__What to produce__.
Count the lines below that carry the word "from". Answer with that number alone.

[Opening Materials provided section]

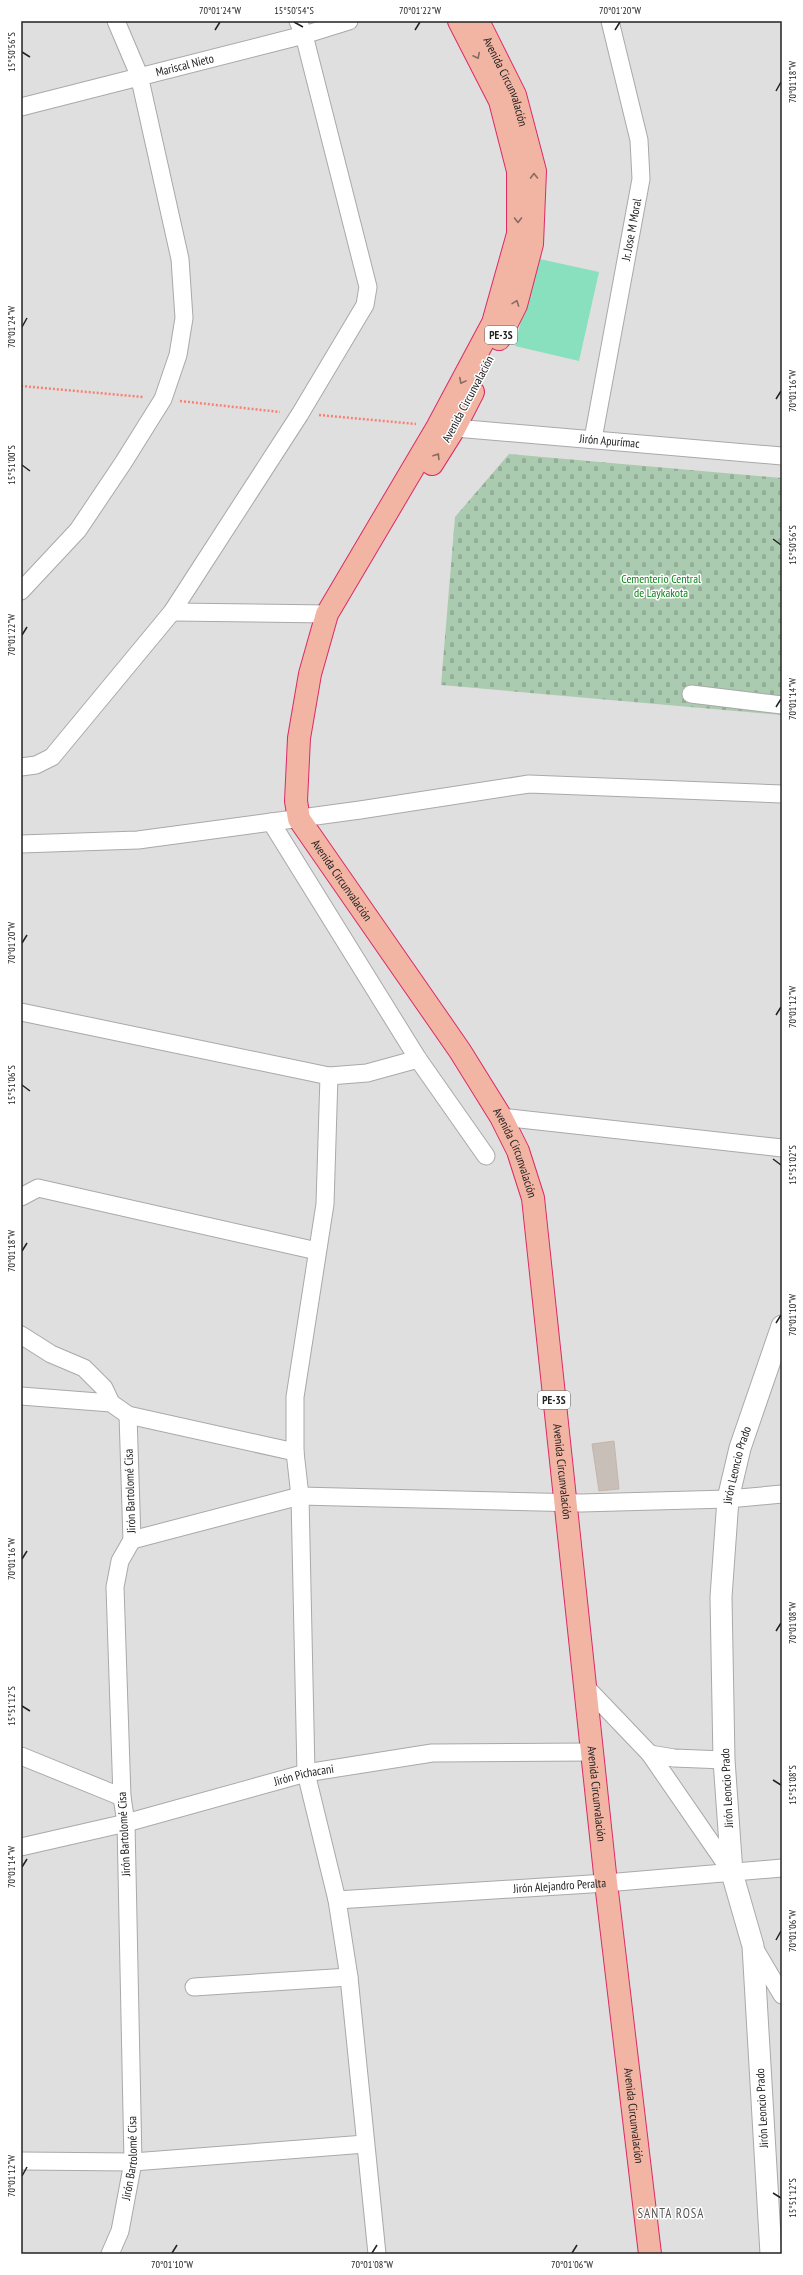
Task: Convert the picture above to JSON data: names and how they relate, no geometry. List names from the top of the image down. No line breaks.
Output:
{"streets":{"highway":["Avenida Circunvalación","PE-3S"],"street":["Mariscal Nieto","Jr. Jose M Moral","Jirón Apurímac","Jirón Leoncio Prado","Jirón Bartolomé Cisa","Jirón Pichacani","Jirón Alejandro Peralta"]},"crossings":[["Avenida Circunvalación","Jirón Apurímac"],["Avenida Circunvalación","Jirón Pichacani"],["Avenida Circunvalación","Jirón Alejandro Peralta"],["Jr. Jose M Moral","Jirón Apurímac"],["Jirón Leoncio Prado","Jirón Alejandro Peralta"],["Jirón Bartolomé Cisa","Jirón Pichacani"]],"districts":["SANTA ROSA"],"parks":["Cementerio Central de Laykakota"],"coordinates":["70°01'24\"W","15°50'54\"S","70°01'22\"W","70°01'20\"W","15°50'56\"S","70°01'18\"W","70°01'16\"W","15°51'00\"S","70°01'14\"W","70°01'12\"W","15°51'06\"S","15°51'02\"S","70°01'10\"W","70°01'08\"W","15°51'12\"S","15°51'08\"S","70°01'06\"W"]}
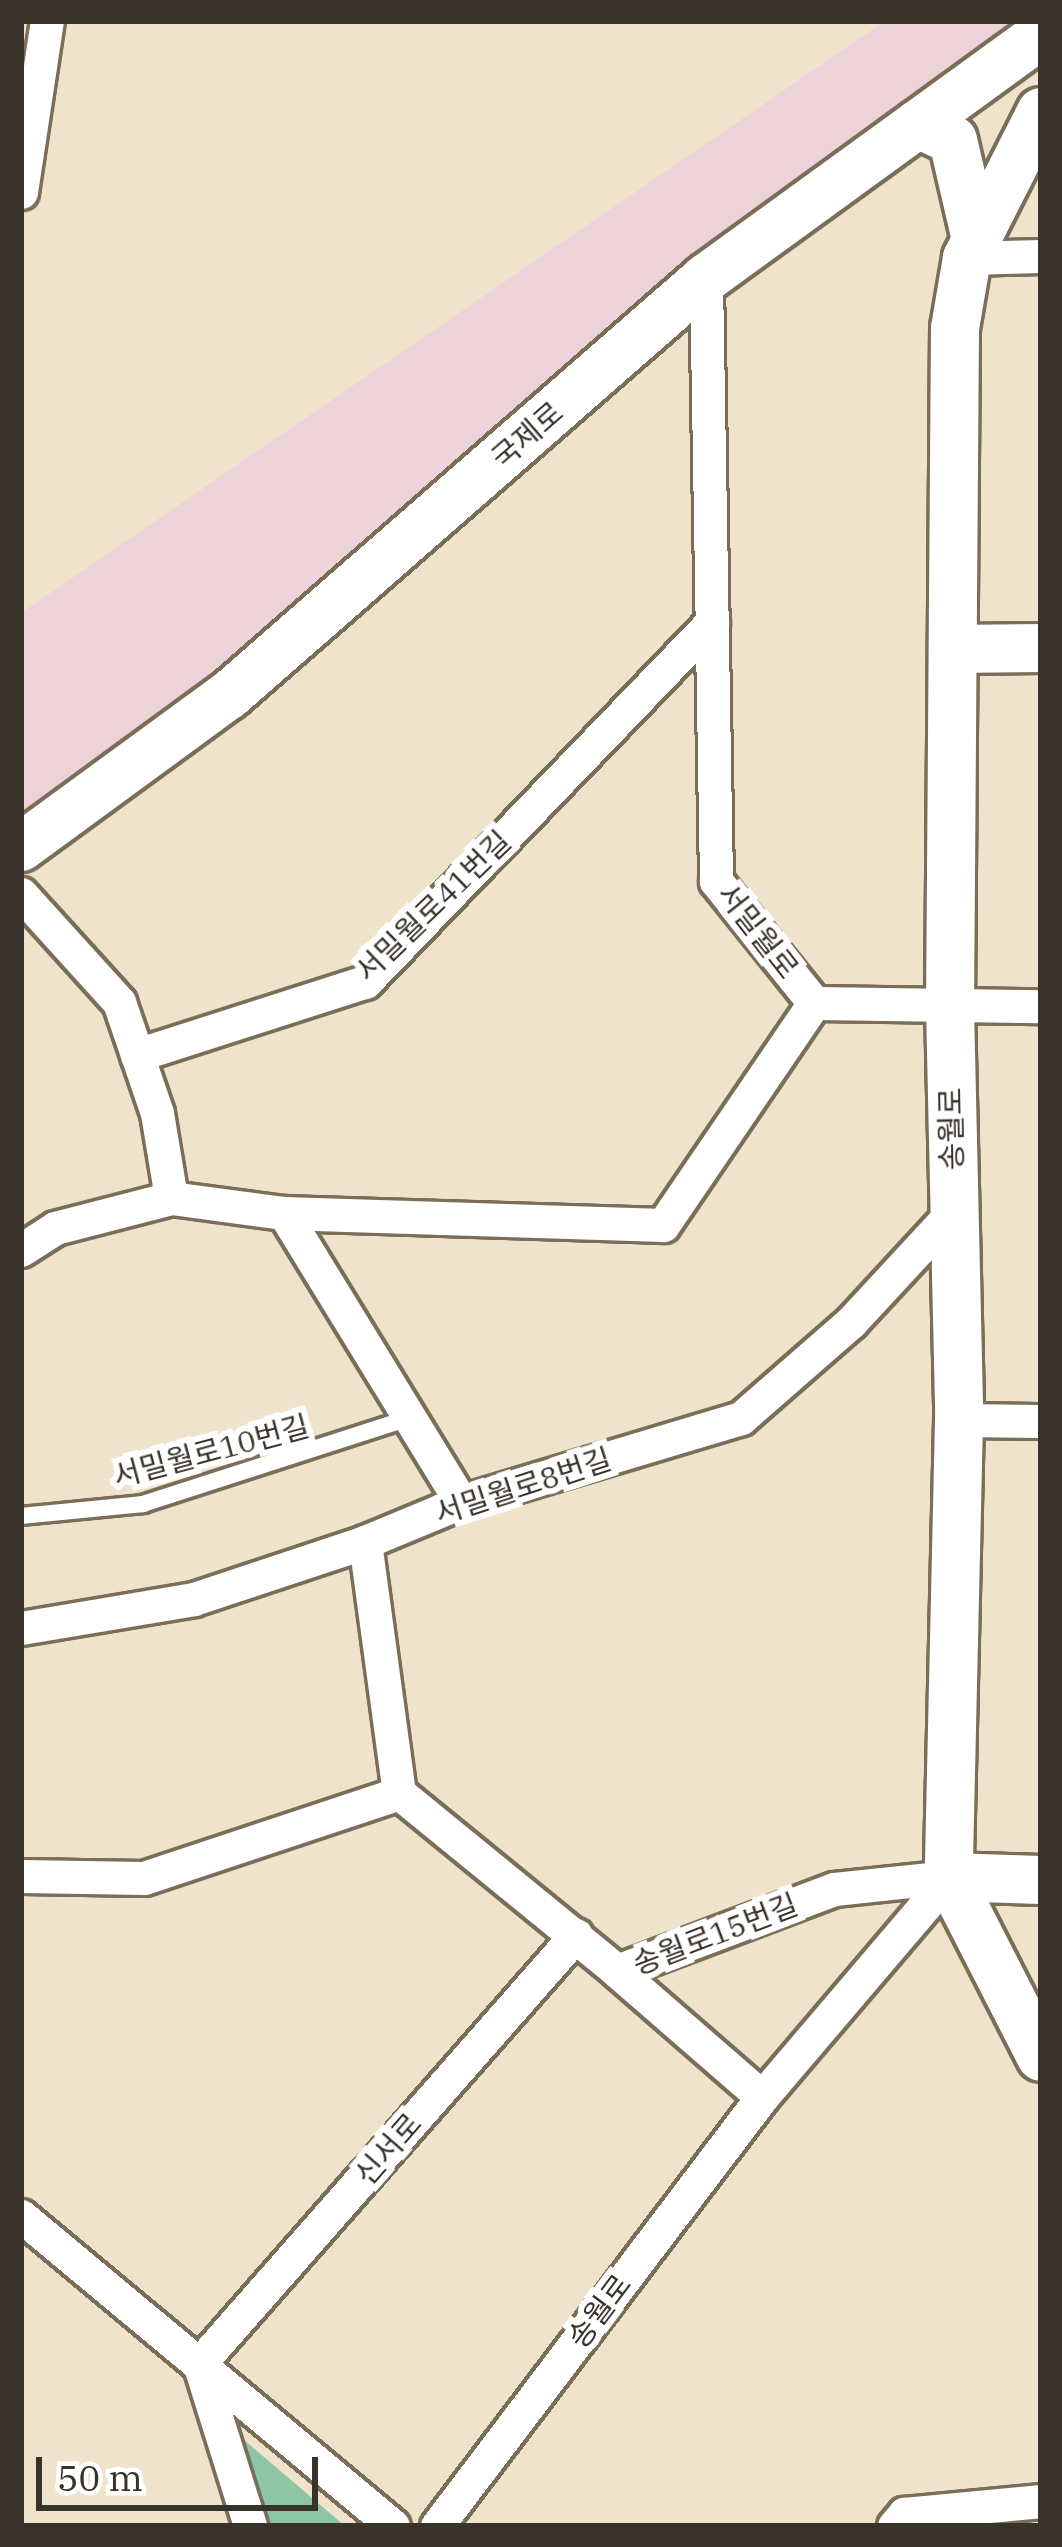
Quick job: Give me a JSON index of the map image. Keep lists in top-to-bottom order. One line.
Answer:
{"streets":{"street":["국제로","서밀월로41번길","서밀월로","송월로","서밀월로8번길","송월로15번길","신서로"],"lane":["서밀월로10번길"]},"crossings":[["국제로","서밀월로"],["서밀월로41번길","서밀월로"],["송월로","서밀월로8번길"],["송월로","송월로15번길"],["송월로15번길","신서로"]],"scale_bar":"50 m"}
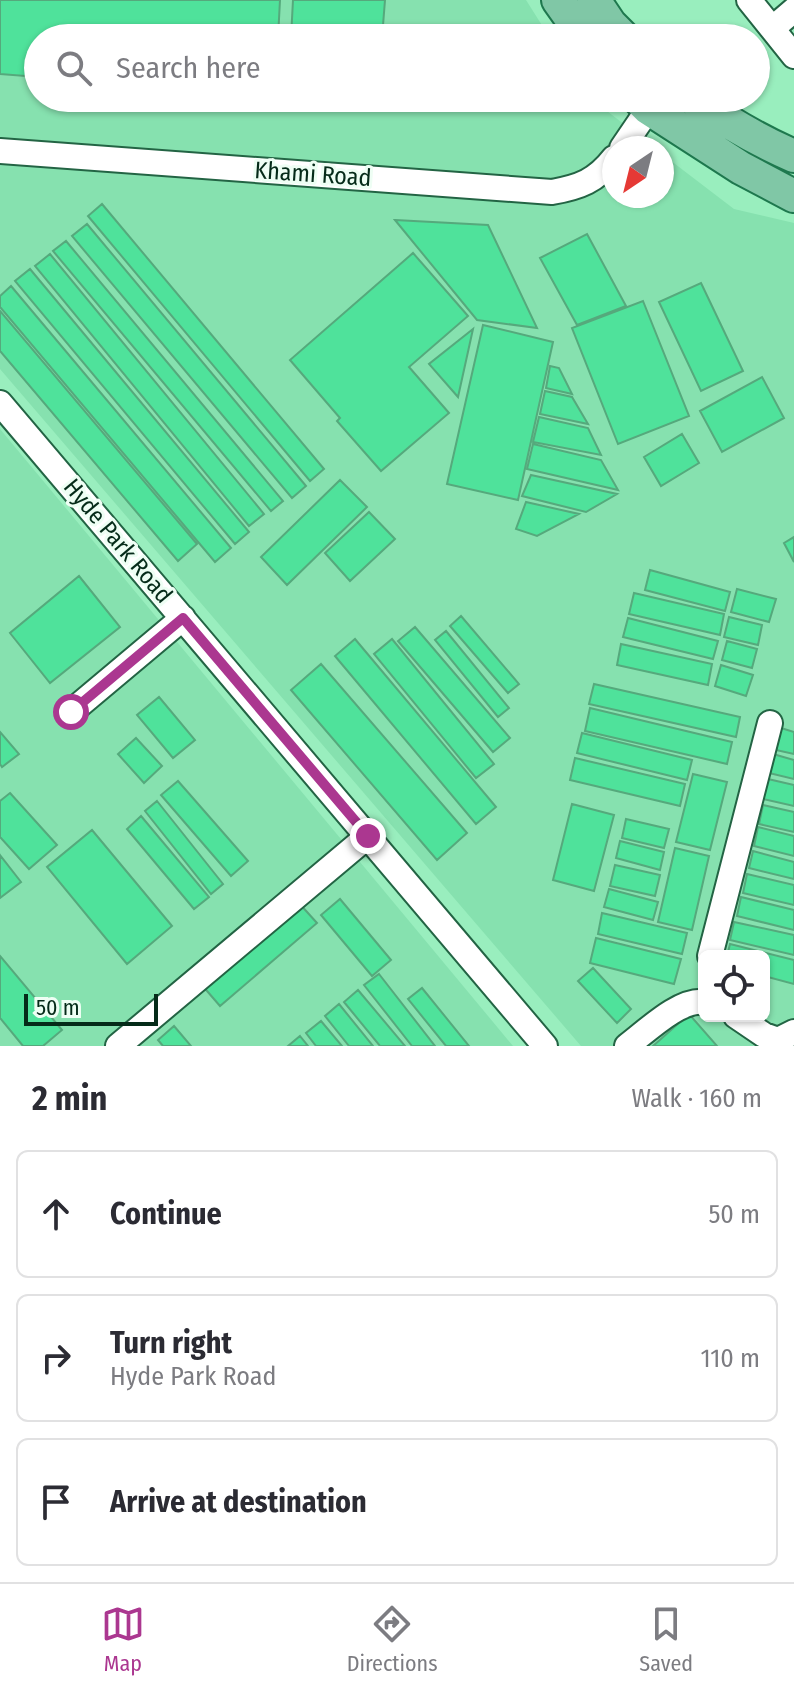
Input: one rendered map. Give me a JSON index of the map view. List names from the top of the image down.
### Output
{
  "streets": {
    "street": ["Khami Road", "Hyde Park Road"]
  },
  "scale_bar": "50 m",
  "north": "bottom left",
  "page": {
    "search": "Search here",
    "scale": "50 m",
    "heading": ["2 min", "Walk · 160 m"],
    "list": [
      ["Continue", "50 m"],
      ["Turn right", "Hyde Park Road", "110 m"],
      "Arrive at destination"
    ],
    "nav": ["Map", "Directions", "Saved"]
  }
}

[Closing Materials provided section]

__Solution to the problem__.
2